佗城2200多年文化底蕴引人痴迷
南越王庙
笔者不是河源人,但到河源已有四年。作为一个跑文化线的记者,自认为对佗城已是很熟悉了。
今年4 月,烟雨迷蒙的季节。当我再次走进这座古城,重新审读它的历史和现状,却恍然而惊喜地发现,原来,曾经对佗城的认知十分浅薄。在小城的老街古巷,在当地人讲述的典故中,古城不轻易对人掀起的面纱逐渐露出了令人惊艳的一面。

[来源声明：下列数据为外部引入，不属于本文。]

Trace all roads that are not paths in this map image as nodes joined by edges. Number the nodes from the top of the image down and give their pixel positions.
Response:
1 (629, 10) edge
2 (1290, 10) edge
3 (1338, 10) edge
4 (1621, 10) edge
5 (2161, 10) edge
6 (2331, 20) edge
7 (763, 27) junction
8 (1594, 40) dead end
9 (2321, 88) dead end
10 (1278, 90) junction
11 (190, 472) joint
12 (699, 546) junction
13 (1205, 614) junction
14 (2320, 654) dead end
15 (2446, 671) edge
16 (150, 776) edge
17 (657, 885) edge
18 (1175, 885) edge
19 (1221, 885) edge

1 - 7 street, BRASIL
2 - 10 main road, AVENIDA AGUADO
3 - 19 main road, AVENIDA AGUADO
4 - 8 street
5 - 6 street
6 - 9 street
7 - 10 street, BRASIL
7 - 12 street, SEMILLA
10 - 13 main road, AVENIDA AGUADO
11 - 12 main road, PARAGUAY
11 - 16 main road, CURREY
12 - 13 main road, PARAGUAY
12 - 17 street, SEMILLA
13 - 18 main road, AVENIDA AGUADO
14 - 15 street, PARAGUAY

仅仅是掀开面纱的一角,佗城那沉淀了2200 多年的文化底气就显出了其厚重而绚烂的华彩,引人痴迷。
岭南首邑,千年古镇自风流
东江从江西省流入粤地后,在龙川县西南方轻轻扭了一下腰,环拥处,就是佗城。
从地图上看,佗城仅是东江中上游无数小镇里的一个。但是,倘若拨开历史如谜一般的面纱,它就显出了熠熠似明星一样的光华。
“岭南首邑”、“汉唐名城”……这是对古佗城的赞誉。
这种赞誉是不过分的。
龙川是秦朝在岭南最早设置的四大古县之一,比广州的建制还早14 天。而佗城,自秦以来至建国前夕,除南朝陈时县治一度北迁外,一直是龙川县治所在地,也曾为龙川郡和循州的郡治州所。在这块江水若龙、群山似虎的沃土上,已经历了2225年的风雨吹拂。

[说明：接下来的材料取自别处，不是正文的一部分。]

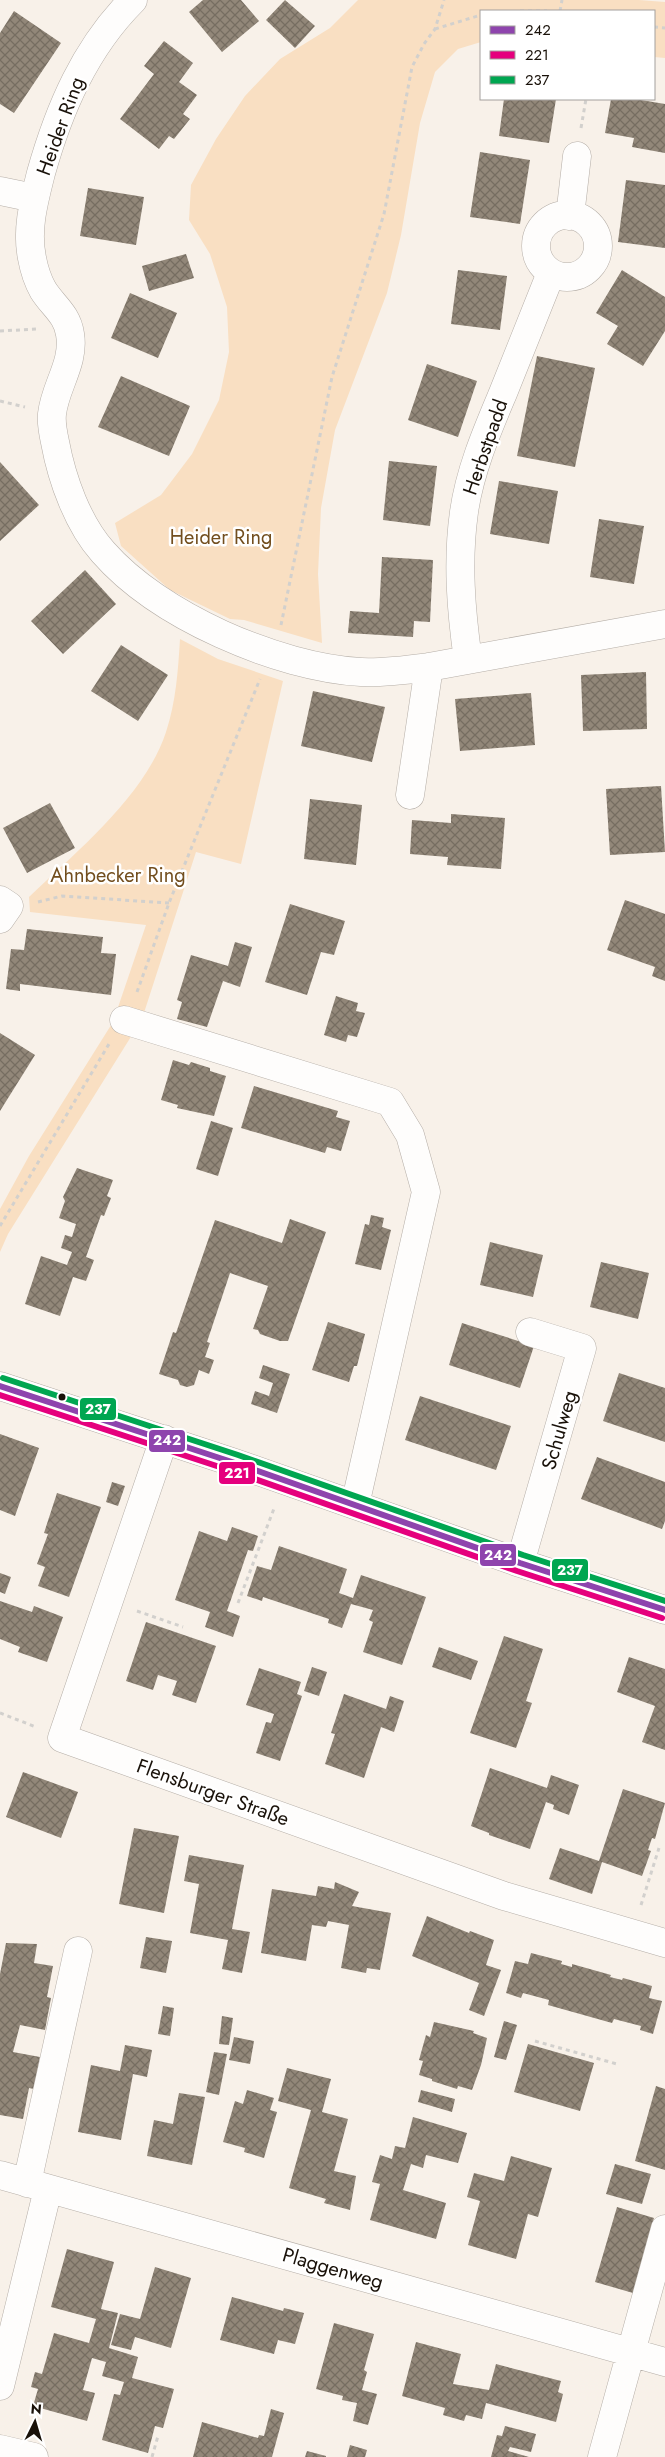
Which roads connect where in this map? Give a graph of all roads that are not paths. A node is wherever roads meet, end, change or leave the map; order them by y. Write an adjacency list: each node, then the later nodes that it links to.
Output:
1 (125, 3): 4 (street, Heider Ring)
2 (577, 156): 5 (street)
3 (0, 191): 4 (street, Heider Ring)
4 (34, 198): 9 (street, Heider Ring)
5 (570, 216): 6 (street); 6 (street)
6 (551, 273): 8 (street, Herbstpadd)
7 (665, 624): 8 (street, Heider Ring)
8 (468, 660): 9 (street, Heider Ring)
9 (429, 668): 10 (street)
10 (410, 795)
11 (124, 1020): 15 (street)
12 (530, 1332): 16 (street, Schulweg)
13 (0, 1386): 14 (street)
14 (164, 1439): 15 (street); 18 (street, Flensburger Straße)
15 (355, 1505): 16 (street)
16 (520, 1563): 17 (street)
17 (665, 1610)
18 (665, 1943)
19 (78, 1951): 21 (street)
20 (0, 2175): 21 (street, Plaggenweg)
21 (37, 2186): 23 (street, Plaggenweg); 25 (street)
22 (665, 2229): 23 (street)
23 (632, 2352): 24 (street, Plaggenweg); 28 (street)
24 (665, 2362)
25 (0, 2386)
26 (0, 2449): 27 (street)
27 (34, 2457)
28 (602, 2457)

历史偏爱佗城是有理由的。涛涛东江日夜奔流,滋润着这一方水土,留下了肥沃的土壤,使古龙川物产丰富,十分适宜屯粮养兵。在水运是主要交通手段的古代,佗城又成为南北往来的重要水道要冲。而更重要的是,这里的地理位置十分重要, “当江赣之冲,为汀漳之障,则固三省(粤闽赣)咽喉,四州门户”(嘉庆《龙川县志》)。

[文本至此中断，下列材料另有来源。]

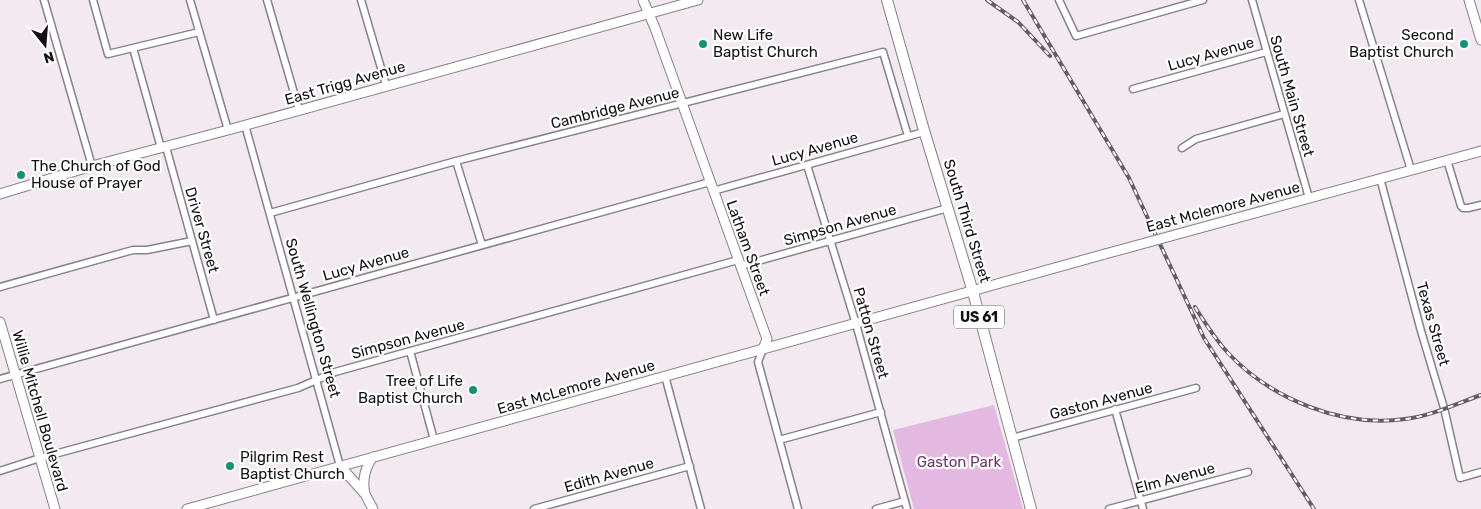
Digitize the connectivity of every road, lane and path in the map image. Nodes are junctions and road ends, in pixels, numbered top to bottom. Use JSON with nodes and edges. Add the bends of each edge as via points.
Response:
{"nodes":[{"id":1,"x":44,"y":0,"type":"edge"},
{"id":2,"x":92,"y":0,"type":"edge"},
{"id":3,"x":190,"y":0,"type":"edge"},
{"id":4,"x":267,"y":0,"type":"edge"},
{"id":5,"x":361,"y":0,"type":"edge"},
{"id":6,"x":643,"y":0,"type":"edge"},
{"id":7,"x":698,"y":0,"type":"edge"},
{"id":8,"x":887,"y":0,"type":"edge"},
{"id":9,"x":1059,"y":0,"type":"edge"},
{"id":10,"x":1203,"y":0,"type":"edge"},
{"id":11,"x":1252,"y":0,"type":"edge"},
{"id":12,"x":1359,"y":0,"type":"edge"},
{"id":13,"x":1468,"y":0,"type":"edge"},
{"id":14,"x":649,"y":14,"type":"junction"},
{"id":15,"x":199,"y":32,"type":"junction"},
{"id":16,"x":1481,"y":40,"type":"edge"},
{"id":17,"x":133,"y":48,"type":"junction"},
{"id":18,"x":1266,"y":52,"type":"junction"},
{"id":19,"x":386,"y":85,"type":"junction"},
{"id":20,"x":1133,"y":89,"type":"dead end"},
{"id":21,"x":682,"y":104,"type":"junction"},
{"id":22,"x":299,"y":110,"type":"junction"},
{"id":23,"x":1284,"y":114,"type":"junction"},
{"id":24,"x":246,"y":125,"type":"junction"},
{"id":25,"x":228,"y":130,"type":"junction"},
{"id":26,"x":924,"y":130,"type":"junction"},
{"id":27,"x":908,"y":136,"type":"junction"},
{"id":28,"x":163,"y":148,"type":"junction"},
{"id":29,"x":1182,"y":148,"type":"dead end"},
{"id":30,"x":1481,"y":151,"type":"edge"},
{"id":31,"x":1447,"y":160,"type":"junction"},
{"id":32,"x":456,"y":161,"type":"junction"},
{"id":33,"x":807,"y":165,"type":"junction"},
{"id":34,"x":92,"y":166,"type":"junction"},
{"id":35,"x":1411,"y":170,"type":"junction"},
{"id":36,"x":1380,"y":178,"type":"junction"},
{"id":37,"x":710,"y":182,"type":"junction"},
{"id":38,"x":713,"y":191,"type":"junction"},
{"id":39,"x":0,"y":194,"type":"edge"},
{"id":40,"x":1309,"y":198,"type":"junction"},
{"id":41,"x":1481,"y":205,"type":"edge"},
{"id":42,"x":948,"y":208,"type":"junction"},
{"id":43,"x":270,"y":213,"type":"junction"},
{"id":44,"x":830,"y":240,"type":"junction"},
{"id":45,"x":192,"y":241,"type":"junction"},
{"id":46,"x":482,"y":245,"type":"junction"},
{"id":47,"x":739,"y":263,"type":"junction"},
{"id":48,"x":0,"y":287,"type":"edge"},
{"id":49,"x":973,"y":292,"type":"junction"},
{"id":50,"x":293,"y":298,"type":"junction"},
{"id":51,"x":214,"y":320,"type":"junction"},
{"id":52,"x":0,"y":322,"type":"edge"},
{"id":53,"x":856,"y":324,"type":"junction"},
{"id":54,"x":763,"y":349,"type":"junction"},
{"id":55,"x":410,"y":351,"type":"junction"},
{"id":56,"x":16,"y":375,"type":"junction"},
{"id":57,"x":665,"y":376,"type":"junction"},
{"id":58,"x":0,"y":379,"type":"edge"},
{"id":59,"x":316,"y":380,"type":"junction"},
{"id":60,"x":1196,"y":388,"type":"dead end"},
{"id":61,"x":1115,"y":410,"type":"junction"},
{"id":62,"x":881,"y":412,"type":"junction"},
{"id":63,"x":1012,"y":438,"type":"junction"},
{"id":64,"x":434,"y":440,"type":"junction"},
{"id":65,"x":779,"y":440,"type":"junction"},
{"id":66,"x":373,"y":457,"type":"junction"},
{"id":67,"x":40,"y":458,"type":"junction"},
{"id":68,"x":340,"y":466,"type":"junction"},
{"id":69,"x":690,"y":466,"type":"junction"},
{"id":70,"x":0,"y":471,"type":"edge"},
{"id":71,"x":1248,"y":472,"type":"dead end"},
{"id":72,"x":1481,"y":472,"type":"edge"},
{"id":73,"x":365,"y":494,"type":"junction"},
{"id":74,"x":1141,"y":500,"type":"junction"},
{"id":75,"x":905,"y":501,"type":"junction"},
{"id":76,"x":54,"y":509,"type":"edge"},
{"id":77,"x":187,"y":509,"type":"edge"},
{"id":78,"x":373,"y":509,"type":"edge"},
{"id":79,"x":534,"y":509,"type":"edge"},
{"id":80,"x":702,"y":509,"type":"edge"},
{"id":81,"x":798,"y":509,"type":"edge"},
{"id":82,"x":876,"y":509,"type":"edge"},
{"id":83,"x":907,"y":509,"type":"edge"},
{"id":84,"x":1031,"y":509,"type":"edge"},
{"id":85,"x":1109,"y":509,"type":"edge"},
{"id":86,"x":1143,"y":509,"type":"edge"}],
"edges":[{"from":1,"to":34,"type":"street"},
{"from":2,"to":17,"type":"street","via":[[108,54]]},
{"from":3,"to":15,"type":"street"},
{"from":4,"to":22,"type":"street"},
{"from":5,"to":19,"type":"street"},
{"from":6,"to":14,"type":"main road","name":"Latham Street"},
{"from":7,"to":14,"type":"main road","name":"East Trigg Avenue"},
{"from":8,"to":26,"type":"main road","name":"South Third Street","number":"US 61"},
{"from":9,"to":10,"type":"street","via":[[1076,36]]},
{"from":11,"to":18,"type":"street","name":"South Main Street"},
{"from":12,"to":35,"type":"street"},
{"from":13,"to":16,"type":"main road"},
{"from":14,"to":19,"type":"main road","name":"East Trigg Avenue"},
{"from":14,"to":21,"type":"main road","name":"Latham Street"},
{"from":15,"to":17,"type":"street"},
{"from":15,"to":25,"type":"street"},
{"from":17,"to":28,"type":"street","name":"Driver Street"},
{"from":18,"to":20,"type":"street","name":"Lucy Avenue"},
{"from":18,"to":23,"type":"street","name":"South Main Street"},
{"from":19,"to":22,"type":"main road","name":"East Trigg Avenue"},
{"from":21,"to":27,"type":"street","name":"Cambridge Avenue","via":[[883,52]]},
{"from":21,"to":32,"type":"street","name":"Cambridge Avenue"},
{"from":21,"to":37,"type":"main road","name":"Latham Street"},
{"from":22,"to":24,"type":"main road","name":"East Trigg Avenue"},
{"from":23,"to":29,"type":"street","via":[[1196,139]]},
{"from":23,"to":40,"type":"street","name":"South Main Street"},
{"from":24,"to":25,"type":"main road","name":"East Trigg Avenue"},
{"from":24,"to":43,"type":"street","name":"South Wellington Street"},
{"from":25,"to":28,"type":"main road","name":"East Trigg Avenue"},
{"from":26,"to":27,"type":"street","name":"Lucy Avenue"},
{"from":26,"to":42,"type":"main road","name":"South Third Street","number":"US 61"},
{"from":27,"to":33,"type":"street","name":"Lucy Avenue"},
{"from":28,"to":34,"type":"main road","name":"East Trigg Avenue"},
{"from":28,"to":45,"type":"street","name":"Driver Street"},
{"from":30,"to":31,"type":"main road","name":"East Mclemore Avenue"},
{"from":31,"to":35,"type":"main road","name":"East Mclemore Avenue"},
{"from":31,"to":41,"type":"street","via":[[1462,207]]},
{"from":32,"to":43,"type":"street","name":"Cambridge Avenue"},
{"from":32,"to":46,"type":"street"},
{"from":33,"to":38,"type":"street","name":"Lucy Avenue"},
{"from":33,"to":44,"type":"street","name":"Patton Street"},
{"from":34,"to":39,"type":"main road","name":"East Trigg Avenue"},
{"from":35,"to":36,"type":"main road","name":"East Mclemore Avenue"},
{"from":36,"to":40,"type":"main road","name":"East Mclemore Avenue"},
{"from":36,"to":72,"type":"street","name":"Texas Street","via":[[1444,408],[1460,478]]},
{"from":37,"to":38,"type":"main road","name":"Latham Street"},
{"from":37,"to":46,"type":"street","name":"Lucy Avenue"},
{"from":38,"to":47,"type":"main road","name":"Latham Street"},
{"from":40,"to":49,"type":"main road","name":"East Mclemore Avenue","bridge":true},
{"from":42,"to":44,"type":"street","name":"Simpson Avenue"},
{"from":42,"to":49,"type":"main road","name":"South Third Street","number":"US 61"},
{"from":43,"to":50,"type":"street","name":"South Wellington Street"},
{"from":44,"to":47,"type":"street","name":"Simpson Avenue"},
{"from":44,"to":53,"type":"street","name":"Patton Street"},
{"from":45,"to":48,"type":"street","via":[[133,250]]},
{"from":45,"to":51,"type":"street","name":"Driver Street"},
{"from":46,"to":50,"type":"street","name":"Lucy Avenue"},
{"from":47,"to":54,"type":"main road","name":"Latham Street","via":[[767,340]]},
{"from":47,"to":55,"type":"street","name":"Simpson Avenue"},
{"from":49,"to":53,"type":"main road","name":"East McLemore Avenue"},
{"from":49,"to":63,"type":"main road","name":"South Third Street","number":"US 61"},
{"from":50,"to":51,"type":"street","name":"Lucy Avenue"},
{"from":50,"to":59,"type":"street","name":"South Wellington Street"},
{"from":51,"to":56,"type":"street","name":"Lucy Avenue"},
{"from":52,"to":56,"type":"main road","name":"Willie Mitchell Boulevard"},
{"from":53,"to":54,"type":"main road","name":"East McLemore Avenue"},
{"from":53,"to":62,"type":"street","name":"Patton Street"},
{"from":54,"to":57,"type":"main road","name":"East McLemore Avenue"},
{"from":54,"to":65,"type":"street","name":"Latham Street","via":[[758,362]]},
{"from":55,"to":59,"type":"street","name":"Simpson Avenue"},
{"from":55,"to":64,"type":"street"},
{"from":56,"to":58,"type":"street","name":"Lucy Avenue"},
{"from":56,"to":67,"type":"main road","name":"Willie Mitchell Boulevard"},
{"from":57,"to":64,"type":"main road","name":"East McLemore Avenue"},
{"from":57,"to":69,"type":"street"},
{"from":59,"to":67,"type":"street","name":"Simpson Avenue","via":[[298,388]]},
{"from":59,"to":68,"type":"street","name":"South Wellington Street"},
{"from":60,"to":61,"type":"street","name":"Gaston Avenue"},
{"from":61,"to":63,"type":"street","name":"Gaston Avenue"},
{"from":61,"to":74,"type":"street"},
{"from":62,"to":65,"type":"street"},
{"from":62,"to":75,"type":"street","name":"Patton Street"},
{"from":63,"to":84,"type":"main road","name":"South Third Street","number":"US 61"},
{"from":64,"to":66,"type":"main road","name":"East McLemore Avenue"},
{"from":65,"to":81,"type":"street","name":"Latham Street"},
{"from":66,"to":68,"type":"main road","name":"East McLemore Avenue"},
{"from":66,"to":73,"type":"main road","via":[[367,464]]},
{"from":67,"to":70,"type":"street","name":"Simpson Avenue"},
{"from":67,"to":76,"type":"main road","name":"Willie Mitchell Boulevard"},
{"from":68,"to":73,"type":"main road","name":"South Wellington Street"},
{"from":68,"to":77,"type":"main road","name":"East McLemore Avenue"},
{"from":69,"to":79,"type":"street","name":"Edith Avenue"},
{"from":69,"to":80,"type":"street"},
{"from":71,"to":74,"type":"street","name":"Elm Avenue"},
{"from":73,"to":78,"type":"main road","name":"South Wellington Street"},
{"from":74,"to":85,"type":"street","name":"Elm Avenue"},
{"from":74,"to":86,"type":"street"},
{"from":75,"to":82,"type":"street"},
{"from":75,"to":83,"type":"street","name":"Patton Street"}]}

东南濒东江,西北枕嶅山的佗城,是秦代中原文化南下与百越文化交流的结合地,又是千百年来东江中上游的政治、经济、文化和军事重镇。
沧海桑田,几经繁华与兴衰
这座小城,也因此几经繁华兴衰,几度变换容颜。
佗城初建时,周长仅800 米。其时,秦军初定岭南,脱去战甲的士兵们开挖明渠,夯土为城。城的范围东至老城街、南至县前街、西至城头、北至北角塘,呈方形。这是历朝历代佗城的基础。如今,初建的城池早已不在,只留下越王井、马箭岗等可供追思怀古的零星古迹遗址。
在之后的悠长岁月里,佗城又经过两次大的发展。一次是在宋代,佗城的城墙改土筑为砖砌,规模也得到了空前的扩展:东扩至小东门、大东门,南延伸至南门街、南门,北则拓至北角,全城周长约2400 米,可谓深壑高墙,固若金汤。第二次是在明代,为了进一步加强防御能力,弘治十八年(公元1505 年)在老城北面建了一座新城,嘉靖四十年(公元1562 年)在东北角、东面和西南面分别建了上五里、下五里和下廓城三个附城。至此,佗城共有六座城门,各门都有戍楼。
佗城的一再扩展加固,也说明了它在东江中上游重要的经济、军事地位。
令人惋惜的是,今日的佗城虽然保留了一座古城的体系,却难以再现雄城的风范。据记载,1939 年春,为躲避日军飞机轰炸,便于疏散群众,国民党政府下令拆毁了全部城墙,辟为环城公路,并把护城河改为池塘。
千年留痕,腹有诗书气自华
繁华散尽后,佗城收敛着昔日的光华,归于淳朴。但探访小城的人,总能在不经意间就发现它古朴风貌下蕴含的儒雅、绚丽和厚重。
走访佗城,脚步可以随意,因为无意间的一个转身,一次回眸,你就可能发现一座古祠堂,一间古屋,一口古井,一个古码头……历朝历代在佗城留下的印记,让探访者有着用脚步在阅读一本千年古书的惊喜。
这里有秦时的越王井,井水至今仍清冽甘甜;有唐代的正相塔,塔身如剑,巍然凌云;有宋代的越王庙、循州治所,肃穆庄严中透着包容豁达;有明代的城隍庙,至今仍保留着一月一次的庙会;更令佗城人自豪的是,这里还保留着清代的学宫和考棚,在全国,学宫与考棚并存的地方,除了佗城只有河北定州。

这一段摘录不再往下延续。